Greenland was released on 4K Ultra HD Blu-ray on March 31, 2026.

==Reception==

===Box office and VoD===
Greenland was first released in Belgium, making $73,112 from 55 theaters on its opening weekend. On its first day of release in France, the film made $255,000 with 31,000 tickets sold, 61% ahead of Butler's Olympus Has Fallen (2013) despite fewer theaters and tight COVID-19 restrictions. Overall, it debuted to $1.09 million in the country, with a 10-day international total of $1.3 million. In its third weekend of international release, the film finished first in nine countries and made a total of $2.82 million. In November the film opened in China and Mexico, debuting to $3.4 million and $882,000, respectively; the running global total was $43.1 million.

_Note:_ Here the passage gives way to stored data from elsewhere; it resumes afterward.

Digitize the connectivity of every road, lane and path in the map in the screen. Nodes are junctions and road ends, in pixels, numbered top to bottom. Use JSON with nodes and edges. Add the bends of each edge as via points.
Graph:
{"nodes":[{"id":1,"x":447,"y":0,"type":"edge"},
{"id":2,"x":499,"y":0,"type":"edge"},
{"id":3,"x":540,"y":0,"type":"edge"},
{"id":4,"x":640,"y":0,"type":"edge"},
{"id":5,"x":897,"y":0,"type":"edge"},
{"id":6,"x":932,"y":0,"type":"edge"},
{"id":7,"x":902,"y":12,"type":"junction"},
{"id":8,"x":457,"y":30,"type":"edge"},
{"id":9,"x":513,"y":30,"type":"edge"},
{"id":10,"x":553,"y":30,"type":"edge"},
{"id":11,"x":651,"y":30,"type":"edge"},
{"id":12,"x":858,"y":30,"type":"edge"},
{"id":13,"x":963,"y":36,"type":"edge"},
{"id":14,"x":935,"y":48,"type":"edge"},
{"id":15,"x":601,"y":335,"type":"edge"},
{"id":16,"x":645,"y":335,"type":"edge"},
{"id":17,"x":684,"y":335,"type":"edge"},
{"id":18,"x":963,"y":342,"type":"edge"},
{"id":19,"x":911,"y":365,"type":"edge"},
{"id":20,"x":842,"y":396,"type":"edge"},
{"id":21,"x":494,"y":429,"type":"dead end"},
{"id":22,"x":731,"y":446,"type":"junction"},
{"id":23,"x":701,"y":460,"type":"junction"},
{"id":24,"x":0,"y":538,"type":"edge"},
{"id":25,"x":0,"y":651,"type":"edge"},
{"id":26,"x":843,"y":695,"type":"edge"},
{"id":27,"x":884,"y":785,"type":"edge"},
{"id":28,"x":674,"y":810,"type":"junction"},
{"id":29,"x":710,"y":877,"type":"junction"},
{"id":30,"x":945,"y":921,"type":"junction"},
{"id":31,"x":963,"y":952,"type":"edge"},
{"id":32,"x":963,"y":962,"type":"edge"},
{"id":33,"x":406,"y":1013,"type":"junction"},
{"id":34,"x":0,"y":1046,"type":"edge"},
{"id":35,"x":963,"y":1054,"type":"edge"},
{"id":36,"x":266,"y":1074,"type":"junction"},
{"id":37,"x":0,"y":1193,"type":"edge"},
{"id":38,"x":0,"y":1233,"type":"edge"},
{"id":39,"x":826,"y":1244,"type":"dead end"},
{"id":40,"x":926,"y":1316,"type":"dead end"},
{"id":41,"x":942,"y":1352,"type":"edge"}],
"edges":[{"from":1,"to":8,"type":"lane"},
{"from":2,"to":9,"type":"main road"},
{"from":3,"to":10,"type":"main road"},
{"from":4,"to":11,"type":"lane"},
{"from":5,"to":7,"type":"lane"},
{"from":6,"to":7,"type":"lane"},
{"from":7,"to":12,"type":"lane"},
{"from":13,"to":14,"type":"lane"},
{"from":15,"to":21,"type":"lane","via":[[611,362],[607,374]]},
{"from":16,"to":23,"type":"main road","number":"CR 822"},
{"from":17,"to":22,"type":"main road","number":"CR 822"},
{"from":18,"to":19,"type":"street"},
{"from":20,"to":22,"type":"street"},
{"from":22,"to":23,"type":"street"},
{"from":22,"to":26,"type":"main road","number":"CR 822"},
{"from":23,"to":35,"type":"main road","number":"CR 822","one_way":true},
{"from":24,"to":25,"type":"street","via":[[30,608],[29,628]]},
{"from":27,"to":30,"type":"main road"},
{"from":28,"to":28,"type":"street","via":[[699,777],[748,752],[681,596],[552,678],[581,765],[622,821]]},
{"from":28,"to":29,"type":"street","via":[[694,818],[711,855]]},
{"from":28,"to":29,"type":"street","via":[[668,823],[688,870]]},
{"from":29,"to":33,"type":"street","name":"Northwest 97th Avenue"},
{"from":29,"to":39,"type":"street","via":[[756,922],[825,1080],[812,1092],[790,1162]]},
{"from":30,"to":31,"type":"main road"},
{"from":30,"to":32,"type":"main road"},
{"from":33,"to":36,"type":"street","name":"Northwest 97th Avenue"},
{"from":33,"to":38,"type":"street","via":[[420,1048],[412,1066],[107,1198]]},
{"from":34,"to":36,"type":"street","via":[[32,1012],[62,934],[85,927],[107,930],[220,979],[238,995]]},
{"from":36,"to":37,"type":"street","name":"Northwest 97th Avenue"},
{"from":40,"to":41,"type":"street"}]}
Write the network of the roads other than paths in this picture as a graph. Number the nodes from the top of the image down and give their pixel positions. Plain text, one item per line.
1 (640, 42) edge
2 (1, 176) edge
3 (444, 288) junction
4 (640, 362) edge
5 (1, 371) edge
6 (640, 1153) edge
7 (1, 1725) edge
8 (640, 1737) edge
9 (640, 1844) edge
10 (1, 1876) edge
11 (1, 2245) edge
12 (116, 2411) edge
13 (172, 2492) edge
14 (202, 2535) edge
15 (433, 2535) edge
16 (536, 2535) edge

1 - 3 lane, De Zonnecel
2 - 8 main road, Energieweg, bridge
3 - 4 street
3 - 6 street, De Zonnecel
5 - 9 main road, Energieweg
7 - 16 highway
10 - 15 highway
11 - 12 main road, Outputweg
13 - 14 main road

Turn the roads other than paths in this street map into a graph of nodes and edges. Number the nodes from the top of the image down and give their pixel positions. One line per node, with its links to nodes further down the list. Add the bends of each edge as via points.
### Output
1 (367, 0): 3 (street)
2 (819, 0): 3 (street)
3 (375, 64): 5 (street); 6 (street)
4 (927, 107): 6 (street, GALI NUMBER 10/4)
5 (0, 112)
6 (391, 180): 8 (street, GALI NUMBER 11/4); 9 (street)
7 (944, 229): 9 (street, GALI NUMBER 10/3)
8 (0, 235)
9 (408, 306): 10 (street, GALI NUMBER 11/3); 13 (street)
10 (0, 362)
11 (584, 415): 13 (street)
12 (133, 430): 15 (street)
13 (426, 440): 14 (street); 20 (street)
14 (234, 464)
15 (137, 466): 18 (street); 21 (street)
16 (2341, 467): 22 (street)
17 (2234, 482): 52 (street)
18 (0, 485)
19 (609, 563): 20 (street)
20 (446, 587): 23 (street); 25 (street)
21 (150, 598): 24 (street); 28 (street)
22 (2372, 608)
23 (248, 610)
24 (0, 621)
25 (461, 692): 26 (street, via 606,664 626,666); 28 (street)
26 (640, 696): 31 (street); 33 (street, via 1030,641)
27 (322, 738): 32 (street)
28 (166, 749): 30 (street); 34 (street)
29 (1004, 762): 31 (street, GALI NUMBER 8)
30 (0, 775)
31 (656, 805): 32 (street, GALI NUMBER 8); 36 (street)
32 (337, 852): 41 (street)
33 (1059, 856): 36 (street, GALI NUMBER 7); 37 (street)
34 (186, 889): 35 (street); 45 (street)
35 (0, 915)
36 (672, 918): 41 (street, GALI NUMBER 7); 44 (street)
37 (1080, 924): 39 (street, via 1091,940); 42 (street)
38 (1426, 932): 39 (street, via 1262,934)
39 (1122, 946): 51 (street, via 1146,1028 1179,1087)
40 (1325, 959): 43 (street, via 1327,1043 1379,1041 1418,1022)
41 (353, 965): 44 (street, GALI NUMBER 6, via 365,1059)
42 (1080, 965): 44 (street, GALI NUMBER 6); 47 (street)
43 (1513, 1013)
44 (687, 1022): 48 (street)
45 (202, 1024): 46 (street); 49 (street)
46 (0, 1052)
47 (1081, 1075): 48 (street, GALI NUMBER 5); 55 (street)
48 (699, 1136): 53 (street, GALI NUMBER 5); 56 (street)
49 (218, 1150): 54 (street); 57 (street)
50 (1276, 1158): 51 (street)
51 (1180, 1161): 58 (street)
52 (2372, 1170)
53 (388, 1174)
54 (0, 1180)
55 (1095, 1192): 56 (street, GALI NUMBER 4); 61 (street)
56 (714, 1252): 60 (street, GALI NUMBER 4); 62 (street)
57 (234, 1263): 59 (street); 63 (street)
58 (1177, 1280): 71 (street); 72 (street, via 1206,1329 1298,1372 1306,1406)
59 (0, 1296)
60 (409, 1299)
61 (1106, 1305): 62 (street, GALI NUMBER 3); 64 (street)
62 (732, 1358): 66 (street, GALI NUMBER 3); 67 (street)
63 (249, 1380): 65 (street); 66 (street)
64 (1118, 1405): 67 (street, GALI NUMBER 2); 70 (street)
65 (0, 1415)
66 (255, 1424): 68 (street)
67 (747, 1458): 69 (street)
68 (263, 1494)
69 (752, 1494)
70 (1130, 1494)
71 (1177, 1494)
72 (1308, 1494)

Upon the film's VOD release in the United States, it was the second-most rented on FandangoNow, and third on Apple TV and Google Play. The film remained near the top of rental charts into February, finishing first at both Google Play and Apple TV. In February 24, IndieWire estimated the film had already netted STX Films $60–80 million in profit, including around $32 million from two million PVOD rentals.

===Critical response===
 On Metacritic, it has a weighted average score of 64 out of 100 based on 25 critics, indicating "generally favorable" reviews.
Writing for the Chicago Sun-Times, Richard Roeper gave the film three out of four stars, saying, "Unlike the typical, effects-laden, comet-threatens-the-planet B-movie, Greenland is more in the vein of Steven Spielberg's War of the Worlds, with the scenes of chaos and destruction serving as the backdrop for the story of one family's desperate quest for survival—even when circumstances have ripped them apart." Writing for IndieWire, David Ehrlich gave the film a grade of B and said, "By eschewing spectacle and focusing on the human scale of a crisis, Greenland becomes the rare disaster movie that feels realistic."

Katie Walsh of the Los Angeles Times wrote that "[the film is] not just plausible but recognizable. There's very little otherworldly about this cinematic apocalypse. These are the people, places and, yes, behaviors we know all too well".

Jordan Mintzer of The Hollywood Reporter said "The gritty verisimilitude that the star and director Ric Roman Waugh bring to the table goes a long way in making this B-level blockbuster a timely and guilty pleasure". Chris Hewitt of the Star Tribune called it "capably done".

According to Matthew Monagle of The Austin Chronicle, "Greenland might be a B-movie at heart, but in keeping at least one toe on the ground at all times, the filmmakers craft something that punches well above its weight class".

Among the negative reviews, Ignatiy Vishnevetsky of The A.V. Club compared Greenland to Roland Emmerich's films, while Owen Gleiberman of Variety wrote "A thriller isn't supposed to be a cakewalk; if it were, it wouldn't thrill".

==Sequel==

In June 2021, it was announced a sequel titled Greenland 2: Migration was in development, and will reportedly center on the Garritys' journey across the ruins of Europe to find a new home while contending with the remnants of Clarke and other dangers. The following month, STX acquired the worldwide distribution rights for the film at 2021 Cannes Film Festival for $75 million, and agreed to give the sequel a $65 million budget. In April 2024, it was announced that filming was scheduled to start in the UK the same month. Greenland 2: Migration was released on January 9, 2026.